The British Dental Association (BDA) warn that the plans to boost dentist numbers represent an exercise in futility without first tackling the failed, underfunded systems driving practitioners out of the NHS.
The NHS Long Term Workforce Plan, set to be published on June 30, 2023, is understood to state ambitions to train thousands more dentists by 2030.
The professional body stresses that the government has only brought forward minor tweaks to the discredited NHS contract fuelling retention problems, and with it, the access crisis facing millions across England. In the absence of change, dentist leaders say any gains in capacity risk being lost.
Over half (50.3 per cent) of high street dentists responding to recent BDA surveys reported having reduced NHS commitments since the start of the pandemic. Seventy-four per cent stated their intention to reduce - or further reduce – their NHS work. This movement is not being tracked by official data, which counts heads, rather than commitment, and gives dentists who do just one NHS check-up a year the same weight as an NHS full-timer.

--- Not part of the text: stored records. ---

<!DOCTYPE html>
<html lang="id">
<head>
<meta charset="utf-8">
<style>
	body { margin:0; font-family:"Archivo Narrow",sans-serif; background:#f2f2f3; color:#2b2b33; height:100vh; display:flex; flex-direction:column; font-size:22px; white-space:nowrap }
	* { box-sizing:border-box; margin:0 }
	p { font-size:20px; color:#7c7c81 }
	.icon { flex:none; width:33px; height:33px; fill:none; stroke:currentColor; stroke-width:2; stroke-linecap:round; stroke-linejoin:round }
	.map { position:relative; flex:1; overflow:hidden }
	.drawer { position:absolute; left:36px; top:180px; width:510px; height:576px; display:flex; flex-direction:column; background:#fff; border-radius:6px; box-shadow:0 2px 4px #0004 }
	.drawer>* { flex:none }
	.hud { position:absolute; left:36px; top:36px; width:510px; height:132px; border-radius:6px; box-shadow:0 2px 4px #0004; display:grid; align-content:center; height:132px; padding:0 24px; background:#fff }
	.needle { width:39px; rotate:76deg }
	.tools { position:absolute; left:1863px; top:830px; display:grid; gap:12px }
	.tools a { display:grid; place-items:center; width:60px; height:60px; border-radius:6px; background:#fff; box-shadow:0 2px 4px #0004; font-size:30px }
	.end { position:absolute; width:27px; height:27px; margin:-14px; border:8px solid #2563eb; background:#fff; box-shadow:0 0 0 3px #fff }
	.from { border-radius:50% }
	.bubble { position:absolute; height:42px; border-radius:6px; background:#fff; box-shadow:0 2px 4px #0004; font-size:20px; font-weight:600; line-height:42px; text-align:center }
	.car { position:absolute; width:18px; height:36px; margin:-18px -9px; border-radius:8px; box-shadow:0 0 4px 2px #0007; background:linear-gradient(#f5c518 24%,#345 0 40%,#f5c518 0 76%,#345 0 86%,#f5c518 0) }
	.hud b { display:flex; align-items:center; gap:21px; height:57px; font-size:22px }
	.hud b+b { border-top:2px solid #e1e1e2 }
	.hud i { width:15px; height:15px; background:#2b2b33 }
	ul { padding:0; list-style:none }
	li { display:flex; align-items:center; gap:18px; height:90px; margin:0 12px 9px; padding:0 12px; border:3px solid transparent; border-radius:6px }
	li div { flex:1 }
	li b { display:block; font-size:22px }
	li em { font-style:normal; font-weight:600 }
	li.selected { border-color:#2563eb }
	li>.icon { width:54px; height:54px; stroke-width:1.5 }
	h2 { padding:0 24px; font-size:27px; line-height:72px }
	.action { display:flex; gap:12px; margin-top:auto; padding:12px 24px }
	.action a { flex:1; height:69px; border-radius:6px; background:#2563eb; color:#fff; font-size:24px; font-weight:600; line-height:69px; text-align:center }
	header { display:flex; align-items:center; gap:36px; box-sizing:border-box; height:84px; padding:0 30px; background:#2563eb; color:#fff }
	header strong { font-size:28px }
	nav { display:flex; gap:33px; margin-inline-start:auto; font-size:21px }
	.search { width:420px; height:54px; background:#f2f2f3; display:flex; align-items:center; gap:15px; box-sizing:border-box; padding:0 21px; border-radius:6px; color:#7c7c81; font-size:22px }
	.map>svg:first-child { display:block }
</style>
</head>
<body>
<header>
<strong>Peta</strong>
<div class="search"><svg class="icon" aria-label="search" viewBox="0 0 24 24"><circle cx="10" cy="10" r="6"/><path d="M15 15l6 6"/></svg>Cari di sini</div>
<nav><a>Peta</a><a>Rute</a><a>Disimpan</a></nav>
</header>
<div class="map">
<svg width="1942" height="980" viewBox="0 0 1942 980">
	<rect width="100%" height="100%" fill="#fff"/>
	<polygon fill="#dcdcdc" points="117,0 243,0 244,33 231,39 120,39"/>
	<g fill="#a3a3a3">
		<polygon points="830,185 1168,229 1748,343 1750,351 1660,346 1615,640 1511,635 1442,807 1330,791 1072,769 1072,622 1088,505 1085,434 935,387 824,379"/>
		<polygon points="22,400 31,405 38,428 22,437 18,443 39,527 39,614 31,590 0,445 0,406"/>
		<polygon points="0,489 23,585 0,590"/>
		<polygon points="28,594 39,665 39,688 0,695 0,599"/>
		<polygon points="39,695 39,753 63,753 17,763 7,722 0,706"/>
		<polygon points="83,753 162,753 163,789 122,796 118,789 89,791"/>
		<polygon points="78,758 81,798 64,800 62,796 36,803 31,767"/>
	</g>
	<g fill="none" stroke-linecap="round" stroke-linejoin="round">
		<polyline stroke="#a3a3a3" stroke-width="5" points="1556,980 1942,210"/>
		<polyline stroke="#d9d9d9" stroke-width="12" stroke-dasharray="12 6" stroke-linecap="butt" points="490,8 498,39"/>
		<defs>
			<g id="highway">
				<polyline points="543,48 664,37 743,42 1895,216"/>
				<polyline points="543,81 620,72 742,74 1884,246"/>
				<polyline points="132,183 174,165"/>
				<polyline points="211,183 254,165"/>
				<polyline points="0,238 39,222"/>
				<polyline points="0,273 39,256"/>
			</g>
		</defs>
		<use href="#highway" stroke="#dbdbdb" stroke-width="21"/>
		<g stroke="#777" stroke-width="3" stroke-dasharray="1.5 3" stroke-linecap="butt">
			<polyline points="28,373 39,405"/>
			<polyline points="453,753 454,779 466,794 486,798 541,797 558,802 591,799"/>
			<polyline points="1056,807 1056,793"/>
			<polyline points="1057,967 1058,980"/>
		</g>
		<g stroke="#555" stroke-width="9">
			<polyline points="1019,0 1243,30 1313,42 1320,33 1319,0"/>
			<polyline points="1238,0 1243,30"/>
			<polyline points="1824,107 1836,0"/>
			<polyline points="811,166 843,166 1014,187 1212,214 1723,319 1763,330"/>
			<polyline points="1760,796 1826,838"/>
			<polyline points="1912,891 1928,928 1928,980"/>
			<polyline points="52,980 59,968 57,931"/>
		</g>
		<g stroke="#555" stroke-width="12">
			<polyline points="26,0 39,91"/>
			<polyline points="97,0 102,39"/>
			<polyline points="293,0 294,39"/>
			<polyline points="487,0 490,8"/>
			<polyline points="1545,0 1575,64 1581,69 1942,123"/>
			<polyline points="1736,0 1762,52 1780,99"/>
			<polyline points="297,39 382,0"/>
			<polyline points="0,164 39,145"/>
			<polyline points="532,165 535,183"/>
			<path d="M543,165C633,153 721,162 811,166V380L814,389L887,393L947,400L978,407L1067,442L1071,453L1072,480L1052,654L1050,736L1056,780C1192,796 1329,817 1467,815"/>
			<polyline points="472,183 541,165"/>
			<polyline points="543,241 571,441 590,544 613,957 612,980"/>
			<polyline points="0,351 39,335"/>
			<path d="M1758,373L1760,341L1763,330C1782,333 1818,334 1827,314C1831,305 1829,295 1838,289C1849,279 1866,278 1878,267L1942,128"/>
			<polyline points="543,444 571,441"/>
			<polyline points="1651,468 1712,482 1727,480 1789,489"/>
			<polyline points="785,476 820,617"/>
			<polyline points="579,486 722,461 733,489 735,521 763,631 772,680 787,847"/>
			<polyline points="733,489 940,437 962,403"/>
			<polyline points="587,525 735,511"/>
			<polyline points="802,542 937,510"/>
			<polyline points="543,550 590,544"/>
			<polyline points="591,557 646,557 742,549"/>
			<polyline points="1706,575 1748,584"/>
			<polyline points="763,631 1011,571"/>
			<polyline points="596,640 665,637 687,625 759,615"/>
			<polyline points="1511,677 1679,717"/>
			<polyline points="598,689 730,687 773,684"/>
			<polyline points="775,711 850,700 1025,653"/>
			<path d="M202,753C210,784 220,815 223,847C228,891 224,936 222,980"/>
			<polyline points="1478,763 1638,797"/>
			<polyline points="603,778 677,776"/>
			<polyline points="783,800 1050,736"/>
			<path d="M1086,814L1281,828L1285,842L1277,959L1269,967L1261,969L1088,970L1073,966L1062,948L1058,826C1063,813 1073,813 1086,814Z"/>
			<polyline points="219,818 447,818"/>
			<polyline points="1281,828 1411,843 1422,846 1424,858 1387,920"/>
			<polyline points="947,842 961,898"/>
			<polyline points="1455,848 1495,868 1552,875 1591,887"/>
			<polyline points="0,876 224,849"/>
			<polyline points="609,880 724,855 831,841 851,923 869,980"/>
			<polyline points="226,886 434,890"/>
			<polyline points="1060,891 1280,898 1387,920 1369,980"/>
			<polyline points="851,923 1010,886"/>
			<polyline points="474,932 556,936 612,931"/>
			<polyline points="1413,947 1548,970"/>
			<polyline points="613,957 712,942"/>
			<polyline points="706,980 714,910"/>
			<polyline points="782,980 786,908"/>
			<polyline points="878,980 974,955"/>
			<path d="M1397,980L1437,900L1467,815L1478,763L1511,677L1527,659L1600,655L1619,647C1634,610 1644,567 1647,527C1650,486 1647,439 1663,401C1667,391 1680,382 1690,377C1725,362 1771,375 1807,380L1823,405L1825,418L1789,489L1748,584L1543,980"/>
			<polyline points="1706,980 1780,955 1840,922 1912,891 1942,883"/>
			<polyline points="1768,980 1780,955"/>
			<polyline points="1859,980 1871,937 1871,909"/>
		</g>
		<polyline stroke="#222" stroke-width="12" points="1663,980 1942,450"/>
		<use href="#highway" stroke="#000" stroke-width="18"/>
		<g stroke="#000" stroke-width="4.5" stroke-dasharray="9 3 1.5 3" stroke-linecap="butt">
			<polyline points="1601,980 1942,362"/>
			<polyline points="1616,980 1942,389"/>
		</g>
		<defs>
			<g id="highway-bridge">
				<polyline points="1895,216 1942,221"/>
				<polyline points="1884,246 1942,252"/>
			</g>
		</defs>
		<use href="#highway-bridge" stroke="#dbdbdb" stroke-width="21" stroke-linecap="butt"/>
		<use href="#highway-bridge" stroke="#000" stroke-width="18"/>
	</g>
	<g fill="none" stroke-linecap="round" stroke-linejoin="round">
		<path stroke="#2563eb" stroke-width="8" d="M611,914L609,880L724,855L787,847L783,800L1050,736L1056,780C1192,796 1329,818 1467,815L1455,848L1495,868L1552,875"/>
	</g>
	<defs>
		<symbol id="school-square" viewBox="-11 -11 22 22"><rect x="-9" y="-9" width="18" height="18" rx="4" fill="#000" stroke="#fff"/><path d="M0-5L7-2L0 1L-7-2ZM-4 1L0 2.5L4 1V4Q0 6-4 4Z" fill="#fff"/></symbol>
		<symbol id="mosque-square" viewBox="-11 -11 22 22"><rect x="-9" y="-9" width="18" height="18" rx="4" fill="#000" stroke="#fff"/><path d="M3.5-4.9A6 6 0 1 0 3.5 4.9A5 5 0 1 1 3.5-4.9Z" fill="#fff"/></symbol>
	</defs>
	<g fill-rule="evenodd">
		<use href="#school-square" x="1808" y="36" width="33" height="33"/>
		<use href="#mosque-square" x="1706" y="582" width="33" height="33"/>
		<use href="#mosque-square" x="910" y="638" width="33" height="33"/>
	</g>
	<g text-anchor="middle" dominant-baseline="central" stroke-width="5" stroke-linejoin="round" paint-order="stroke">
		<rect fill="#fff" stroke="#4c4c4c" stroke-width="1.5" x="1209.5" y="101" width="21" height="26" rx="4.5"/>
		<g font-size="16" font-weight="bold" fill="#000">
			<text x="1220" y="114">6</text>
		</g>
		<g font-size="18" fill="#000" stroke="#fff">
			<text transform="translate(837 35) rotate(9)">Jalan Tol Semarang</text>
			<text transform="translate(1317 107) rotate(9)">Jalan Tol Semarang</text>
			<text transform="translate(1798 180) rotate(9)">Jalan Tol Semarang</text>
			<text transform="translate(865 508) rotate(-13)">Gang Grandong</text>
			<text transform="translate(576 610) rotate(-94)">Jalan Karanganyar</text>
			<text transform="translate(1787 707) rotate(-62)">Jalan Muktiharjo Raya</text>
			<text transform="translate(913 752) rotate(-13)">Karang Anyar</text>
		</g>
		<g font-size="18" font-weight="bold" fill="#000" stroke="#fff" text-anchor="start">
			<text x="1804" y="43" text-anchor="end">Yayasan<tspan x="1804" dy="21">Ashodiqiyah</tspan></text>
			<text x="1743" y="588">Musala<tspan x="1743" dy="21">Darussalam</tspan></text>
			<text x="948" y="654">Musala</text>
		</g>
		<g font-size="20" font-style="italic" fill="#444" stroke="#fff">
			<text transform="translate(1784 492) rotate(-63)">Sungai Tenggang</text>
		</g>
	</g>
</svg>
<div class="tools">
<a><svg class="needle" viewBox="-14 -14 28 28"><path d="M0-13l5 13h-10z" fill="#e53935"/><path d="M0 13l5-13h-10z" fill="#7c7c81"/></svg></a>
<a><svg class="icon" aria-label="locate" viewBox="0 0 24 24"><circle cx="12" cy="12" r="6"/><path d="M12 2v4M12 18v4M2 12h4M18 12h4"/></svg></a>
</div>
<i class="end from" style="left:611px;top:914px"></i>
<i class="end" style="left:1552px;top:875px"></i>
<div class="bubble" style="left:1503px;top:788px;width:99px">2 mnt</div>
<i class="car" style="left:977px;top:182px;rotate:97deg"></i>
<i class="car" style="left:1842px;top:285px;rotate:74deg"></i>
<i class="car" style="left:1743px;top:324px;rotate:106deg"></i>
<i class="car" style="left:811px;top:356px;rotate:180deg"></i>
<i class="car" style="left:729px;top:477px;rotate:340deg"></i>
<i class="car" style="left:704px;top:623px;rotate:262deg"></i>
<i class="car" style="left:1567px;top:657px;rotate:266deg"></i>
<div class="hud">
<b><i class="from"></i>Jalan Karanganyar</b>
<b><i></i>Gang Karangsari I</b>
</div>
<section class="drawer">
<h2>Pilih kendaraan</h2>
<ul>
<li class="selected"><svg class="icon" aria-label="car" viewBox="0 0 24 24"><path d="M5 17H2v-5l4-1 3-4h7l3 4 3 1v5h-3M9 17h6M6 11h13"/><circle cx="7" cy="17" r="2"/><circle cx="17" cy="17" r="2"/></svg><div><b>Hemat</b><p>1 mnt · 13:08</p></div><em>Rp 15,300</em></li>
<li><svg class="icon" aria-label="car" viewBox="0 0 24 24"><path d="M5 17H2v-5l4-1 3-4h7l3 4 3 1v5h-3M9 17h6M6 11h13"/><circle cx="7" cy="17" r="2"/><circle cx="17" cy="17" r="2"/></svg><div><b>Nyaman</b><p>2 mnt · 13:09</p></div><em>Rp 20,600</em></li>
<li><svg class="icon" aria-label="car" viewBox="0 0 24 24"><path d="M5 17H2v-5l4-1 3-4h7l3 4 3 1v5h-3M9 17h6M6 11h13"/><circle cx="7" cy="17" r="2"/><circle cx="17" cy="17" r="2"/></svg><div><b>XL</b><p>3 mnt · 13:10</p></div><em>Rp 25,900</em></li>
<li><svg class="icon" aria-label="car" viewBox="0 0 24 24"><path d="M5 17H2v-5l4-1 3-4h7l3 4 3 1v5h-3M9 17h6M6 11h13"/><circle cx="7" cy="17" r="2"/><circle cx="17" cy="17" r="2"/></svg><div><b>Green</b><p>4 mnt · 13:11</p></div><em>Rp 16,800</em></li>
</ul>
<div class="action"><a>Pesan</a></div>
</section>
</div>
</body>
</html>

The BDA has long advocated a fully funded workforce plan to address the ongoing crisis in the service.
Contrary to consistent claims made by the prime minister that the number of NHS dentists has bounced back, official figures secured by the BDA under freedom of information indicate just 23,577 dentists performed NHS work in the 2022/23 financial year, over 1,100 down on numbers pre-pandemic, a level not seen since 2012.
Eddie Crouch, British Dental Association chair, said, "This workforce plan is the government's latest attempt to fill a leaky bucket.
"Failed contracts and underfunding are fuelling an exodus from this service. There's little point training more dentists who don't want to work in the NHS."
The General Dental Council (GDC) has recently gone on the record stating that bringing in more dentists will not solve problems fuelled by broken contracts.
Lord Toby Harris, GDC chair, said at the Annual Conference of Local Dental Committees earlier in June, "Improving the throughput of those from overseas who want to be registered in this country is the right thing to be doing. But it is not some magic bullet that will solve the problems in NHS dentistry.
"If the contractual terms by which NHS services are provided are unattractive to many dentists currently on the register, then there is no reason why those same terms will be any more attractive to new registrants – whether they are from overseas or who qualify here.”
In May, the GDC tripled the number of places available for dentists wishing to take the Overseas Registration Exam (ORE) Part 1. There are currently around 1,500 candidates waiting to sit the exam.
While the BDA says it supports urgent action to deal with this huge backlog, it believes this change will not be a solution to the access crisis.